# **Experimental SEU Impact on Digital Design Implemented in FPGAs**

Jiří Kvasnička, Pavel Kubalík, Hana Kubátová

Czech Technical University in Prague, Dept. of Computer Science and Engineering e-mail: kvasnj1@fel.cvut.cz, xkubalik@fel.cvut.cz, kubatova@fel.cvut.cz

#### Abstract

The main aim of our research is to investigate the influence of SEU on a digital circuit implemented in FPGA. The FPGA resources occupied by design are divided into several groups. SEU impact is investigated for each group. To make a real dependability model the real effects of injected errors and faults have to be studied. The SEU emulator deals with single-bit change in bitstream. Emulation is performed in the user-selected area. Look-Up-Tables, cell interconnections, cell-to-bus connections and routing resources are considered. Other FPGA resources are not considered. Combinatorial circuits and MCNC benchmarks were measured due to our knowledge of FPGA resource limitation. All tests were performed on Atmel FPSLIC architecture.

#### 1. Introduction

The size, versatility, and price of commercial Field Programmable Logic Arrays (FPGAs) allow replacing ASICs in many applications [1]. The SRAM, which the FPGA configuration is based on, is sensitive on Single Event Upset (SEU) [2]. The SEU can be caused by high-energy particles hitting the silicon and changing the logic state of the SRAM cell.

The main aim of our research is to design dependable circuit in FPGA. To make a real dependability model the real effects of injected errors and faults have to be studied. The SEU impact to FPGA was also performed by another research group [3]. Possible situations are divided into 6 groups here.

The self-checking (SC) circuit (a method based on a concurrent error detection (CED) technique) is used to detect an occurrence of a fault in the tested circuit.
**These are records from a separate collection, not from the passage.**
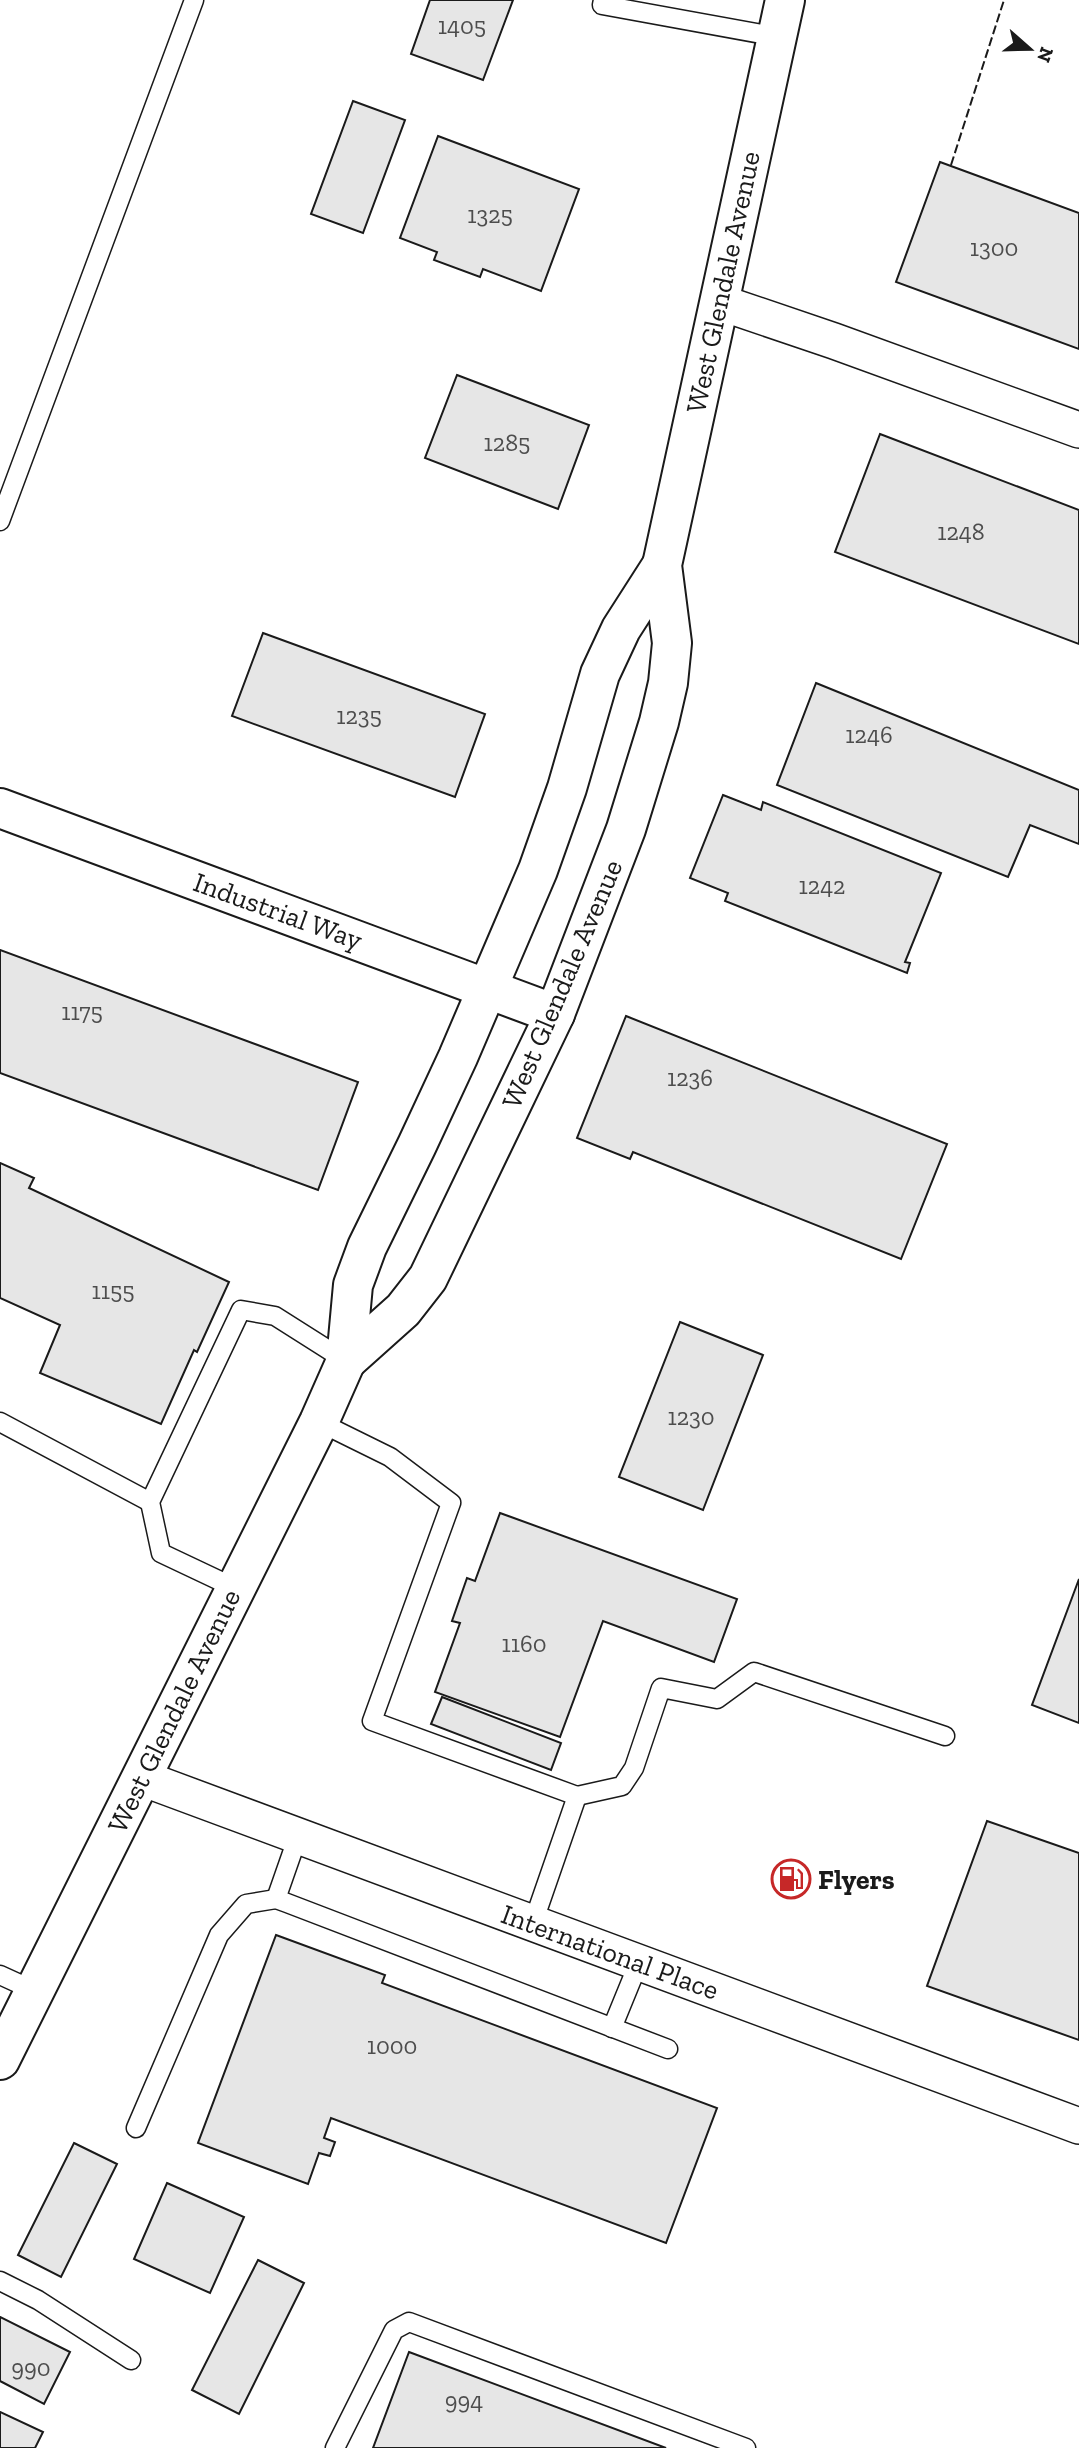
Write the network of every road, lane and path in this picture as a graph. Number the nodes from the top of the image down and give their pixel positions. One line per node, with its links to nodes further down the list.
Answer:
1 (194, 0): 7 (lane)
2 (603, 0): 4 (lane)
3 (785, 0): 4 (main road, West Glendale Avenue)
4 (778, 37): 5 (main road, West Glendale Avenue)
5 (719, 302): 6 (street); 8 (main road, West Glendale Avenue)
6 (1079, 430)
7 (0, 521)
8 (662, 565): 10 (main road, West Glendale Avenue); 11 (main road, West Glendale Avenue)
9 (0, 808): 10 (main road, Industrial Way)
10 (488, 989): 11 (main road, Industrial Way); 12 (main road, West Glendale Avenue)
11 (555, 1014): 12 (main road, West Glendale Avenue)
12 (346, 1361): 14 (main road, West Glendale Avenue); 15 (lane)
13 (0, 1422): 15 (lane)
14 (319, 1422): 16 (main road, West Glendale Avenue); 19 (lane)
15 (150, 1502): 16 (lane)
16 (235, 1588): 18 (main road, West Glendale Avenue)
17 (945, 1736): 19 (lane)
18 (142, 1778): 20 (street, International Place); 25 (main road, West Glendale Avenue)
19 (577, 1796): 22 (lane)
20 (298, 1836): 21 (lane); 22 (street, International Place)
21 (276, 1899): 26 (lane); 30 (lane)
22 (533, 1923): 23 (street, International Place)
23 (639, 1962): 26 (lane); 29 (street, International Place)
24 (0, 1975): 25 (lane)
25 (35, 1991): 28 (main road, West Glendale Avenue)
26 (612, 2028): 27 (lane)
27 (668, 2049)
28 (0, 2060)
29 (1079, 2126)
30 (136, 2129)
31 (0, 2281): 32 (lane)
32 (131, 2360)
33 (335, 2448): 34 (lane)
34 (746, 2448)

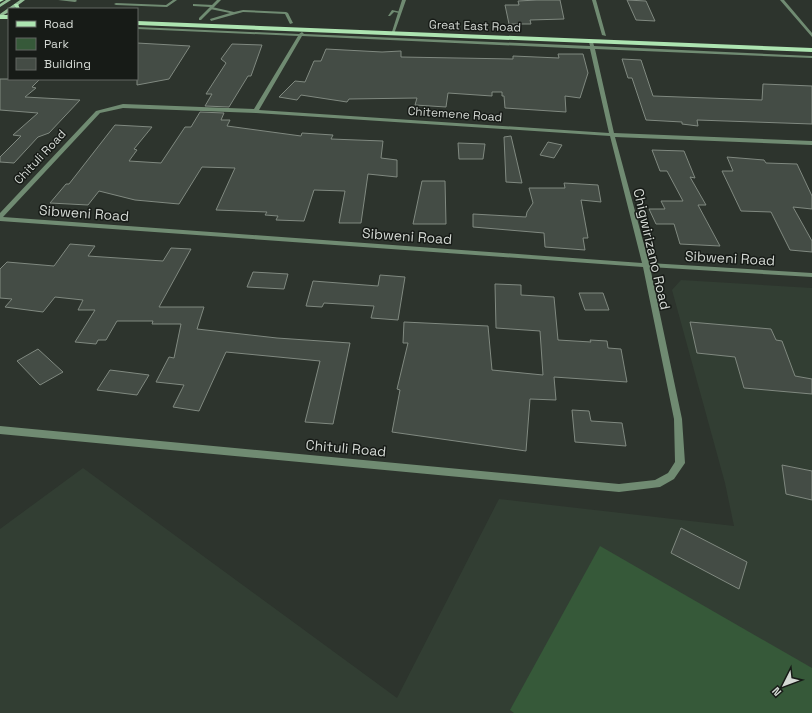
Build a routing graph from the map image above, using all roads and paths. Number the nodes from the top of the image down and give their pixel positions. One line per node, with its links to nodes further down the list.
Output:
1 (9, 0): 12 (main road)
2 (23, 0): 13 (main road)
3 (60, 0): 9 (street)
4 (175, 0): 10 (street)
5 (219, 0): 14 (street)
6 (404, 0): 16 (street)
7 (594, 0): 29 (street)
8 (782, 0): 30 (street)
9 (75, 1)
10 (116, 4)
11 (194, 5): 14 (street)
12 (0, 6)
13 (17, 7)
14 (212, 7): 17 (street); 21 (street)
15 (8, 11): 19 (main road)
16 (399, 12): 18 (street); 26 (street)
17 (234, 13): 22 (street); 24 (street)
18 (389, 14)
19 (0, 17)
20 (138, 17): 21 (main road, Great East Road)
21 (200, 20): 22 (main road, Great East Road)
22 (211, 20): 24 (main road, Great East Road)
23 (138, 23): 27 (main road, Great East Road)
24 (291, 23): 26 (main road, Great East Road)
25 (138, 28): 31 (street)
26 (394, 28): 28 (street); 29 (main road, Great East Road)
27 (303, 30): 28 (main road, Great East Road); 31 (street)
28 (392, 34): 33 (main road, Great East Road)
29 (604, 35): 32 (main road, Great East Road)
30 (812, 36)
31 (300, 37): 33 (street); 36 (street)
32 (812, 44)
33 (592, 45): 34 (main road, Great East Road); 35 (street); 38 (street, Chigwirizano Road)
34 (812, 50)
35 (812, 57)
36 (256, 111): 37 (street, Chitemene Road); 38 (street, Chitemene Road)
37 (98, 112): 40 (street, Chituli Road)
38 (612, 136): 39 (street, Chitemene Road); 41 (street, Chigwirizano Road)
39 (812, 143)
40 (0, 218): 41 (street, Sibweni Road)
41 (646, 265): 42 (street, Sibweni Road); 44 (street, Chigwirizano Road)
42 (812, 275)
43 (0, 430): 44 (street, Chituli Road)
44 (680, 463)

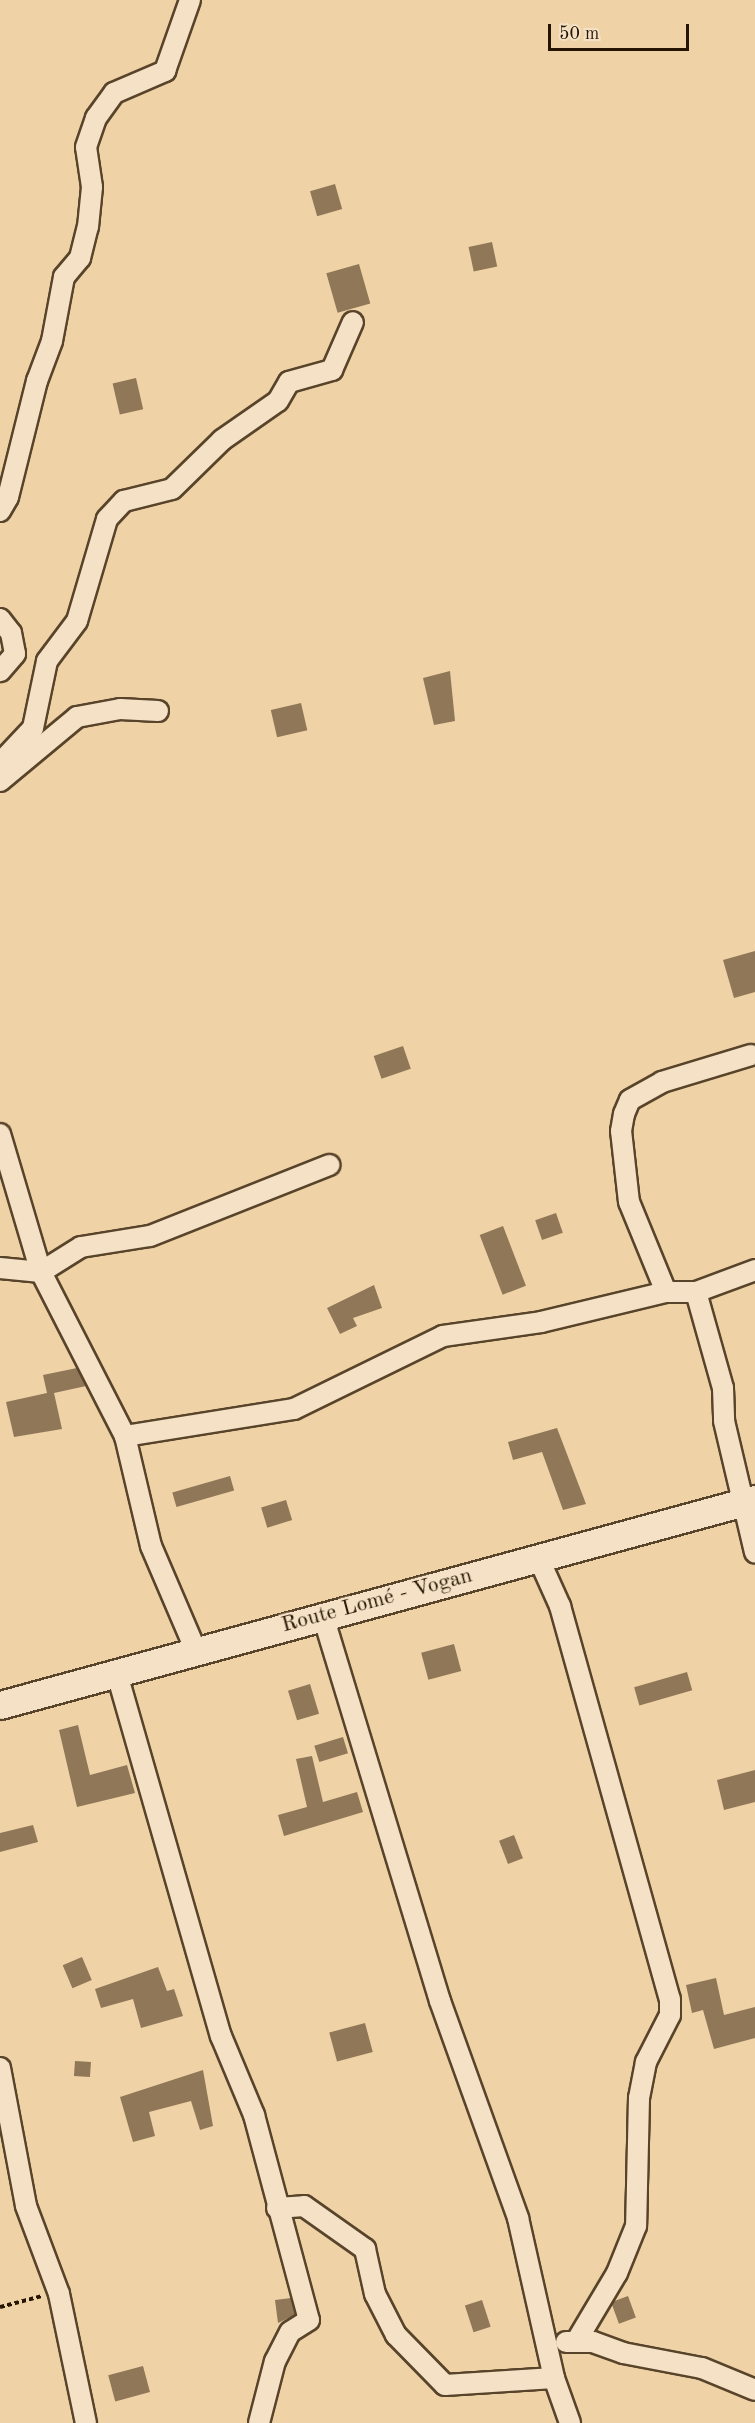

Only one copy of the SC circuit is not sufficient to increase dependability parameters. Thus, we use the Modified Duplex System (MDS) architecture [4].

There are three basic quantitative criteria in a field of CED: fault security (FS), self-testing (ST) and totally self-checking (TSC) properties [5]. These three aspects have to be used in an on-line testing field to evaluate the level of safety of the designed or the modeled system.

To determine whether the circuit satisfies the TSC property, detectable faults belonging to one of four classes A, B, C and D [6] have to be calculated.

The structure of the paper is following: The section 2 describes our FPGA fault analysis. Our emulator where the measurements were performed is described in section 3. The section 4 shows results from the experimental fault injection and dependability calculation, and the section 5 concludes the results and the contribution of the measurement.

#### 2. FPGA fault analysis

Every bit of bitstream in the FPGA can be classified in two different ways. The first criterion is the FPGA resource, which the current bit lays in, and which function is the bit responsible for. The second criterion is the electrical character of the fault, when the design is mapped in the FPGA.

#### 2.1. FPGA resources

The FPGA resources were divided into disjoint sets (listed below), which are specified by their location and function.

- 1) *LUT*: It holds the logic function in SRAM memory.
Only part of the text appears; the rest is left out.